Thursday, 21 August 2008

Why Scrap Ofcom?

38 years on this planet, been ripped off 6 times in my life. 5 of these in the last few years all from companies regulated by Ofcom. After the first couple I learnt my lesson, reading contracts, putting everything in writing, all no use. They aren`t required to stick to their contracts, their code of practice, even supply what they advertised, why? Because they don`t have to.

I`m not knocking the companies for this, all companies are there to make a profit. My own boss feels he is restricted in his goal for more money. Child labour laws, health and safety, declaring tax, national insurance, contracts, actually paying tax, the FSA, the ASA etc. Its hard to ride in to town and fleece all the locals in this day and age. You cant even mis-sell pensions or timeshare holiday homes any more. How can you make a dishonest living in this day and age?

The only wild west left in the UK today is the communications industry. Regulated by a spineless lapdog called Ofcom you are still free to operate outside the law. Yeah one or two padantic nerds will take you to the small claims court, but from my experience it will take them a minium of 9 months, whilst over 2 years is more common. Given that less than 2% will really see this thru to the end the profits can be massive.

For example:-
Virgin Media stated in its code of practice that itemised phone bills are free. They then charged me £3.75 each month for the privilage. I argued that it was a free service, they stated no, it is only mentioned in our code of practice. They were right, I cannot enforce a code of practice, only the regulator Ofcom can enforce a code. I wrote to Ofcom, they replied "we do not deal with individual cases". If all of their 7 million customers were charged £3.75 for one month they would generate over £26 million in a month, £315 million in a year.
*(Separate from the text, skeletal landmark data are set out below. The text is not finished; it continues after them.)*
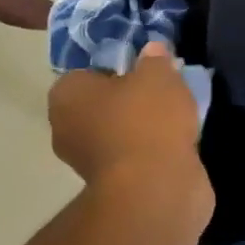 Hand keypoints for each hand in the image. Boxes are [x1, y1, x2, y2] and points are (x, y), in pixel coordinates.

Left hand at [48, 43, 212, 211]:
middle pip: (103, 103)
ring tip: (176, 114)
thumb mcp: (157, 74)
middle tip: (162, 88)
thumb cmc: (145, 120)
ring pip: (119, 131)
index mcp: (66, 95)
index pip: (87, 71)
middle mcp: (67, 128)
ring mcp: (87, 163)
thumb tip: (152, 51)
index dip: (116, 67)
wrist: (154, 192)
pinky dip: (151, 151)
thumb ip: (154, 59)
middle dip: (130, 98)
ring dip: (143, 126)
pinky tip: (177, 142)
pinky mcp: (112, 188)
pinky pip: (133, 156)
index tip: (142, 67)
Virgin Media aren`t stupid, do this for a year and people would get wise, they would get bad PR. But if people dont check their bill, cant understand the deliberately complicated bill, fail to complain, or complain but only over the phone without written corrospondance, then its easy money.

The downside? In other industries the regulator would kick their arse for such dishonest tactics, and make them repay the money wiping out any profit. By if your regulator is Ofcom, you have nothing to lose.